_YOUR TASK_.
Reproduce the entries that follow exactly, dropping each image.

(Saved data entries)
-=-=-
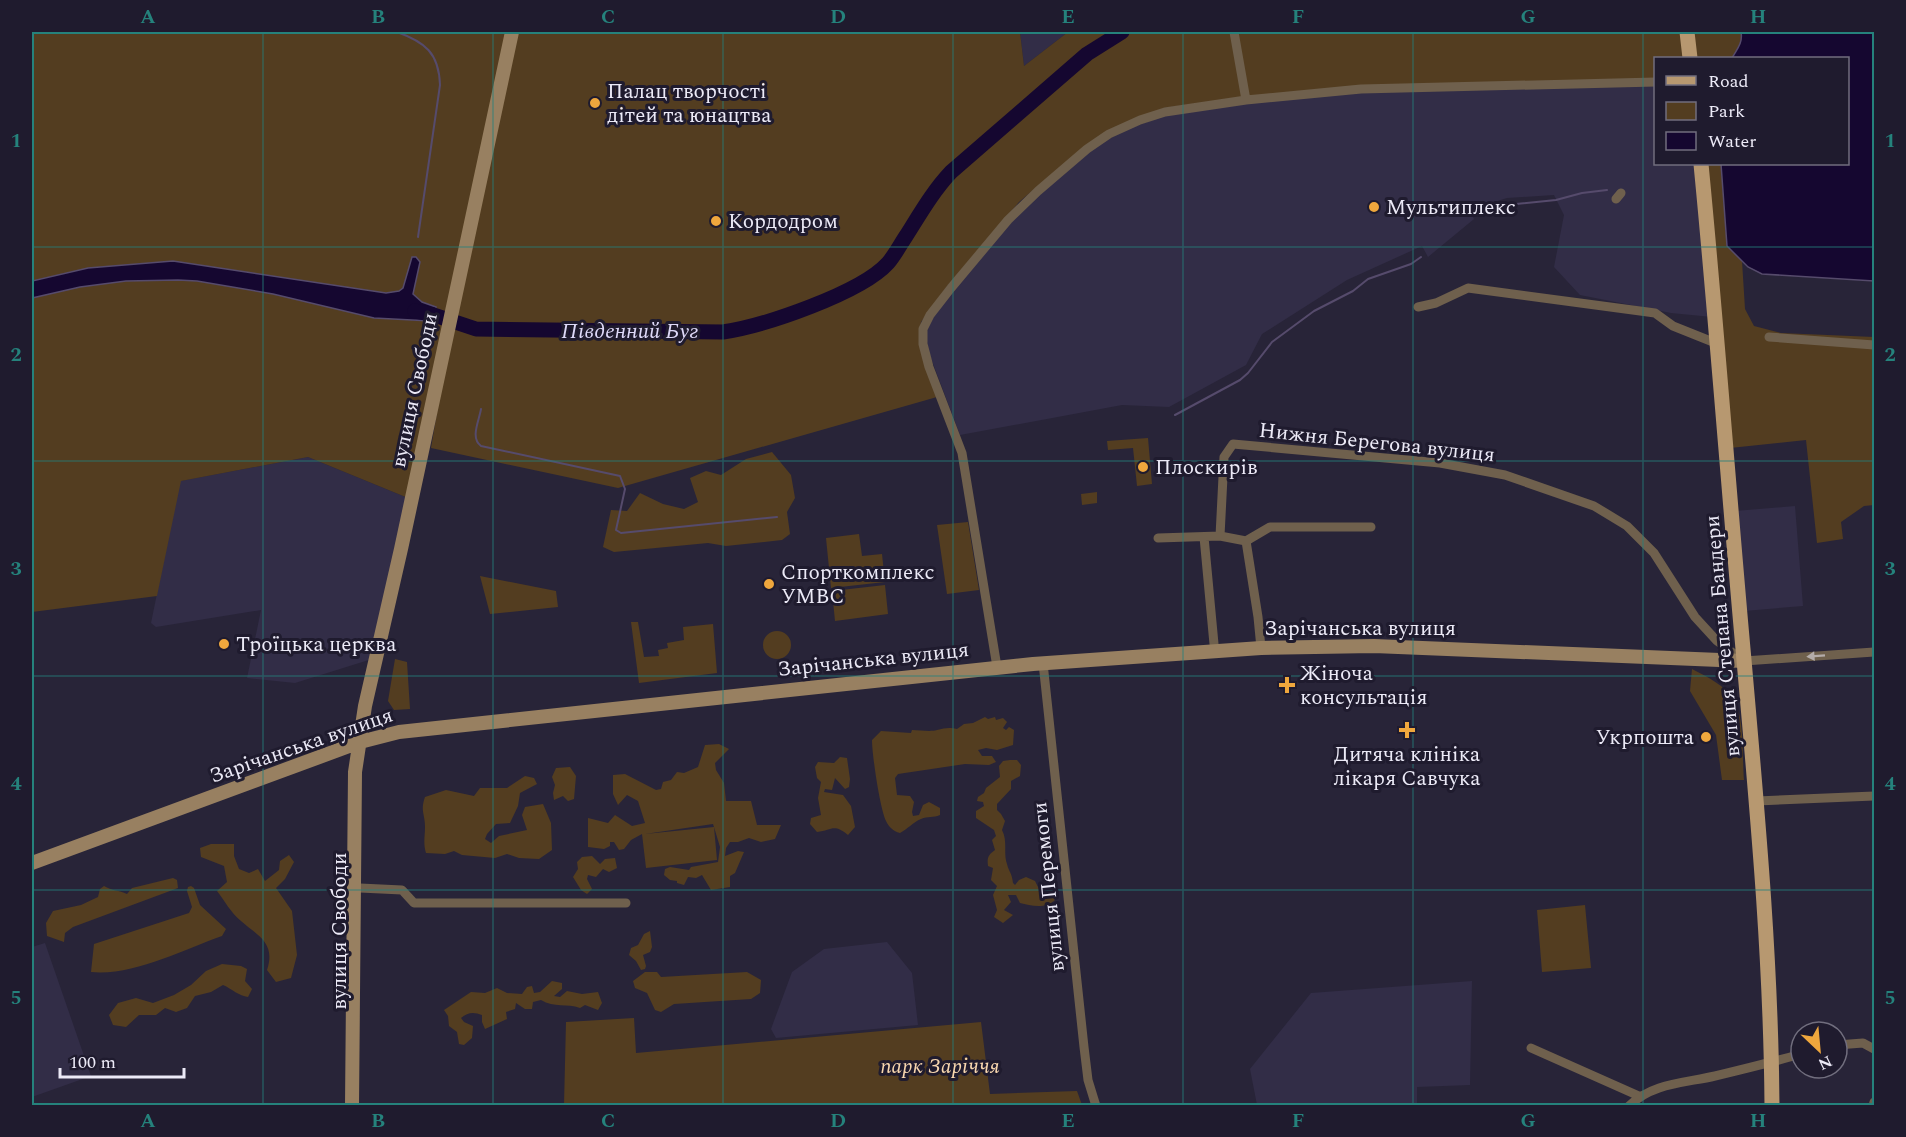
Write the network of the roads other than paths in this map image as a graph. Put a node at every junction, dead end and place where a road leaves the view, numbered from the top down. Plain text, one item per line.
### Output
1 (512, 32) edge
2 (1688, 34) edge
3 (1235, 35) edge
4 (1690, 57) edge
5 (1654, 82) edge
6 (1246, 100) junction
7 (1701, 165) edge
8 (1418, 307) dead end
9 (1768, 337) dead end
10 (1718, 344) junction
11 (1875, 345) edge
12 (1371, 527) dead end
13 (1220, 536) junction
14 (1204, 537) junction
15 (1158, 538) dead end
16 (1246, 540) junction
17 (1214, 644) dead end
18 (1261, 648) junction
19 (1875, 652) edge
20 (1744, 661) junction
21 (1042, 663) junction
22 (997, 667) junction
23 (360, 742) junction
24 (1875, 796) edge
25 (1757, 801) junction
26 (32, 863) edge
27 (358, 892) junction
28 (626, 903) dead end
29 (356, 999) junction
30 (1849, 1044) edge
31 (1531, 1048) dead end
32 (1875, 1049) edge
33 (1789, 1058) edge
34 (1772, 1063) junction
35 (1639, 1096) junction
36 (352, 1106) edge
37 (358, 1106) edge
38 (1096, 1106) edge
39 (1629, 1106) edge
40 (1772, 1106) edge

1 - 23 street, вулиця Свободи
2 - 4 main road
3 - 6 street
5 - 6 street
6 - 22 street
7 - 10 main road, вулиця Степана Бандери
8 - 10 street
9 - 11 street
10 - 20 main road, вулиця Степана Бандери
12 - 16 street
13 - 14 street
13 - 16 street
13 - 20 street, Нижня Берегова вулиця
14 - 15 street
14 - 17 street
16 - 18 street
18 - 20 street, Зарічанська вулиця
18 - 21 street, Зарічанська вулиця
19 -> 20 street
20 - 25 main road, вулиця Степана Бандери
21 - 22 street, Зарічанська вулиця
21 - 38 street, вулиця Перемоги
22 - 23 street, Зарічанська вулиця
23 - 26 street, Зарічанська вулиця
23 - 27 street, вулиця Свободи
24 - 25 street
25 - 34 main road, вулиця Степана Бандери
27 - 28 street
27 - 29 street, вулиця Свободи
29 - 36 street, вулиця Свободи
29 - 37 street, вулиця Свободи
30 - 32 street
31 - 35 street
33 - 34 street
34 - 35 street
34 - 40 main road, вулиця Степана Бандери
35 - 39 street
-=-=-
_RESPONSE TO THIS TASK_.
Write the network of the roads other than paths in this map image as a graph. Put a node at every junction, dead end and place where a road leaves the view, numbered from the top down. Plain text, one item per line.
### Output
1 (512, 32) edge
2 (1688, 34) edge
3 (1235, 35) edge
4 (1690, 57) edge
5 (1654, 82) edge
6 (1246, 100) junction
7 (1701, 165) edge
8 (1418, 307) dead end
9 (1768, 337) dead end
10 (1718, 344) junction
11 (1875, 345) edge
12 (1371, 527) dead end
13 (1220, 536) junction
14 (1204, 537) junction
15 (1158, 538) dead end
16 (1246, 540) junction
17 (1214, 644) dead end
18 (1261, 648) junction
19 (1875, 652) edge
20 (1744, 661) junction
21 (1042, 663) junction
22 (997, 667) junction
23 (360, 742) junction
24 (1875, 796) edge
25 (1757, 801) junction
26 (32, 863) edge
27 (358, 892) junction
28 (626, 903) dead end
29 (356, 999) junction
30 (1849, 1044) edge
31 (1531, 1048) dead end
32 (1875, 1049) edge
33 (1789, 1058) edge
34 (1772, 1063) junction
35 (1639, 1096) junction
36 (352, 1106) edge
37 (358, 1106) edge
38 (1096, 1106) edge
39 (1629, 1106) edge
40 (1772, 1106) edge

1 - 23 street, вулиця Свободи
2 - 4 main road
3 - 6 street
5 - 6 street
6 - 22 street
7 - 10 main road, вулиця Степана Бандери
8 - 10 street
9 - 11 street
10 - 20 main road, вулиця Степана Бандери
12 - 16 street
13 - 14 street
13 - 16 street
13 - 20 street, Нижня Берегова вулиця
14 - 15 street
14 - 17 street
16 - 18 street
18 - 20 street, Зарічанська вулиця
18 - 21 street, Зарічанська вулиця
19 -> 20 street
20 - 25 main road, вулиця Степана Бандери
21 - 22 street, Зарічанська вулиця
21 - 38 street, вулиця Перемоги
22 - 23 street, Зарічанська вулиця
23 - 26 street, Зарічанська вулиця
23 - 27 street, вулиця Свободи
24 - 25 street
25 - 34 main road, вулиця Степана Бандери
27 - 28 street
27 - 29 street, вулиця Свободи
29 - 36 street, вулиця Свободи
29 - 37 street, вулиця Свободи
30 - 32 street
31 - 35 street
33 - 34 street
34 - 35 street
34 - 40 main road, вулиця Степана Бандери
35 - 39 street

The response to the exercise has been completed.